Abstract A number of inborn errors have recently been associated with a diathesis for collagen vascular disorders. For example, hereditary deficiencies of C1r or of the second component of complement (C2) have been associated with certain features of systemic lupus erythematosus (SLE). We describe the association of juvenile rheumatoid arthritis and SLE with a familial deficiency of factor XI (plasma thromboplastin antecedent). The propositus, a 26 year old Ashkenazi woman, presented at age four with symmetrical destructive polyarthritis, fever and rash. Progressive renal disease began at age seven, and nine criteria for SLE became manifest beginning at age 15. Three maternal relatives have arthritis, two maternal relatives had mild bleeding after surgery.

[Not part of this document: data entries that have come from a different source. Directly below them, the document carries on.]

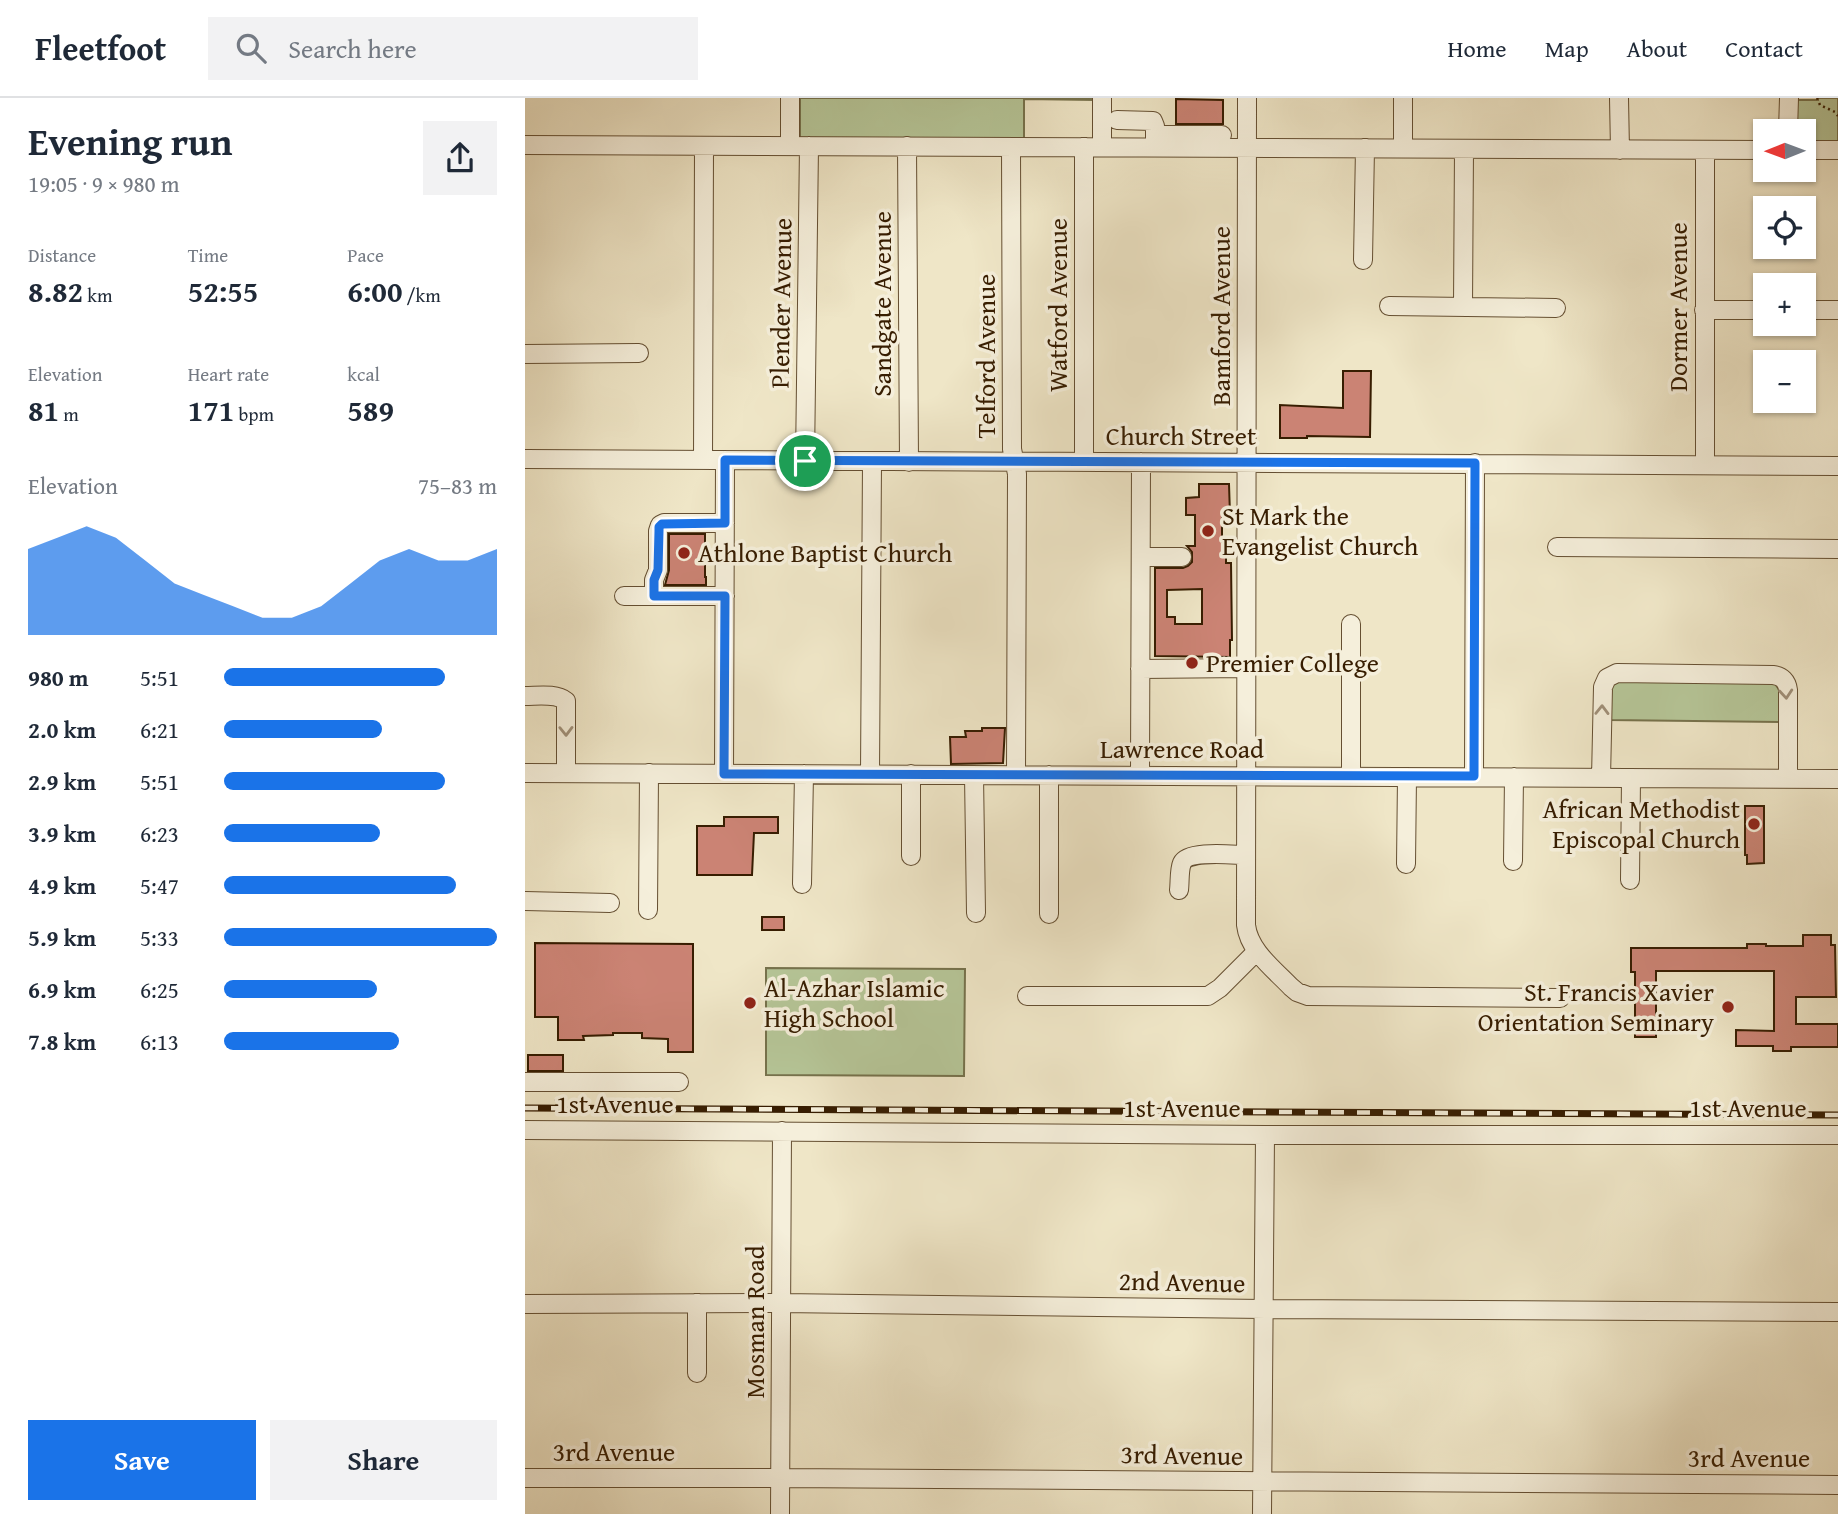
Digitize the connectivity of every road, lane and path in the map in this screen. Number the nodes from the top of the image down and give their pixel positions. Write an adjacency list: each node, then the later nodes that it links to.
1 (790, 98): 15 (street)
2 (1102, 98): 19 (street, Watford Avenue)
3 (1247, 98): 20 (street, Bamford Avenue)
4 (1403, 98): 22 (street)
5 (1619, 98): 24 (street)
6 (1789, 98): 9 (street)
7 (1817, 98): 8 (path)
8 (1838, 116)
9 (1789, 119)
10 (1118, 120): 12 (street)
11 (1222, 135): 12 (street)
12 (1155, 141): 19 (street); 20 (street)
13 (525, 145): 14 (street)
14 (705, 146): 15 (street); 40 (street)
15 (790, 146): 16 (street)
16 (809, 146): 17 (street); 42 (street, Plender Avenue)
17 (907, 146): 18 (street); 44 (street, Sandgate Avenue)
18 (1011, 147): 19 (street); 45 (street, Telford Avenue)
19 (1093, 147): 46 (street, Watford Avenue)
20 (1247, 148): 21 (street); 47 (street, Bamford Avenue)
21 (1365, 148): 22 (street); 29 (street)
22 (1403, 148): 23 (street)
23 (1464, 149): 24 (street); 31 (street)
24 (1620, 149): 25 (street)
25 (1705, 150): 26 (street); 33 (street, Dormer Avenue)
26 (1753, 150)
27 (1817, 150): 28 (street)
28 (1838, 150)
29 (1363, 260)
30 (1389, 306): 31 (street)
31 (1464, 307): 32 (street)
32 (1556, 308)
33 (1704, 310): 34 (street); 50 (street, Dormer Avenue)
34 (1753, 310)
35 (1816, 310): 36 (street)
36 (1838, 310)
37 (639, 353): 38 (street)
38 (525, 354)
39 (525, 459): 40 (street, Church Street)
40 (703, 460): 41 (street, Church Street)
41 (725, 460): 42 (street, Church Street); 52 (street)
42 (805, 461): 43 (street, Church Street)
43 (872, 462): 44 (street, Church Street); 69 (street)
44 (909, 462): 45 (street, Church Street)
45 (1015, 462): 46 (street, Church Street); 72 (street, Telford Avenue)
46 (1084, 462): 48 (street, Church Street)
47 (1247, 462): 48 (street, Church Street); 49 (street, Church Street); 61 (street, Bamford Avenue)
48 (1141, 463): 55 (street)
49 (1475, 463): 50 (street, Church Street); 76 (street)
50 (1705, 465): 51 (street, Church Street)
51 (1838, 466)
52 (725, 523): 58 (street); 59 (street)
53 (1557, 547): 54 (street)
54 (1838, 549)
55 (1141, 556): 56 (street); 62 (street)
56 (1182, 557)
57 (624, 596): 58 (street)
58 (654, 596): 59 (street)
59 (725, 596): 67 (street)
60 (1351, 624): 77 (street)
61 (1246, 668): 62 (street); 75 (street, Bamford Avenue)
62 (1140, 669): 74 (street)
63 (525, 696): 65 (street, one-way to 65)
64 (525, 773): 65 (street, Lawrence Road)
65 (566, 773): 66 (street, Lawrence Road)
66 (649, 774): 67 (street, Lawrence Road); 93 (street)
67 (724, 774): 68 (street, Lawrence Road)
68 (804, 774): 69 (street, Lawrence Road); 89 (street)
69 (870, 774): 70 (street, Lawrence Road)
70 (911, 774): 71 (street, Lawrence Road); 85 (street)
71 (974, 775): 72 (street, Lawrence Road); 94 (street)
72 (1016, 775): 73 (street, Lawrence Road)
73 (1049, 775): 74 (street, Lawrence Road); 95 (street)
74 (1140, 775): 75 (street, Lawrence Road)
75 (1246, 776): 77 (street, Lawrence Road); 84 (street, Bamford Avenue)
76 (1474, 776): 78 (street, Lawrence Road); 79 (street, Lawrence Road)
77 (1350, 777): 78 (street, Lawrence Road)
78 (1407, 777): 87 (street)
79 (1514, 777): 80 (street, Lawrence Road); 86 (street)
80 (1601, 778): 81 (street, Lawrence Road); 82 (street, one-way to 82)
81 (1631, 778): 82 (street, Lawrence Road); 88 (street)
82 (1788, 779): 83 (street, Lawrence Road)
83 (1838, 779)
84 (1246, 855): 90 (street); 96 (street, Bamford Avenue)
85 (911, 856)
86 (1513, 861)
87 (1406, 864)
88 (1630, 880)
89 (802, 884)
90 (1179, 890)
91 (525, 901): 92 (street)
92 (610, 903)
93 (648, 910)
94 (976, 913)
95 (1049, 914)
96 (1258, 951): 97 (street); 98 (street)
97 (1027, 996)
98 (1560, 998)
99 (525, 1082): 100 (street)
100 (557, 1082): 101 (street); 103 (path)
101 (679, 1082)
102 (525, 1130): 103 (street, 1st Avenue)
103 (557, 1131): 104 (street, 1st Avenue)
104 (782, 1131): 105 (street, 1st Avenue); 108 (street, Mosman Road)
105 (1265, 1135): 106 (street, 1st Avenue); 110 (street)
106 (1838, 1135)
107 (697, 1303): 108 (street, 2nd Avenue); 109 (street, 2nd Avenue); 112 (street)
108 (781, 1303): 110 (street, 2nd Avenue); 114 (street, Mosman Road)
109 (525, 1304)
110 (1264, 1309): 111 (street, 2nd Avenue); 115 (street)
111 (1838, 1312)
112 (697, 1373)
113 (525, 1478): 114 (street, 3rd Avenue)
114 (780, 1478): 115 (street, 3rd Avenue); 117 (street, Mosman Road)
115 (1262, 1482): 116 (street, 3rd Avenue); 118 (street)
116 (1838, 1485)
117 (780, 1514)
118 (1262, 1514)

Physical findings included a deforming arthritis and rash. Low levels of C3 and C4, antinuclear antibodies, high titers of native DNA antibodies, positive lupus erythematosus cell preparations and C1q precipitins were present. A skin biopsy specimen showed deposits of immunoglobulin G, immunoglobulin M, C1q and C3 at the dermal-epidermal junction. Factor XI levels were 5 per cent in the propositus and mother, 25 per cent in the maternal grandfather and within normal limits in her sister, father, and a maternal and paternal aunt, implying a dominant mode of inheritance. An HL-A identical sister whose lymphocytes showed no stimulation with those of the patient in unidirectional mixed lymphocyte culture manifested neither collagen vascular disease nor factor XI deficiency. There was no evidence for a circulating anticoagulant, and other clotting factors were normal. The present case represents a third and new association of an inborn error in the clotting system (factor XI deficiency) and collagen vascular disease with immune complex deposition.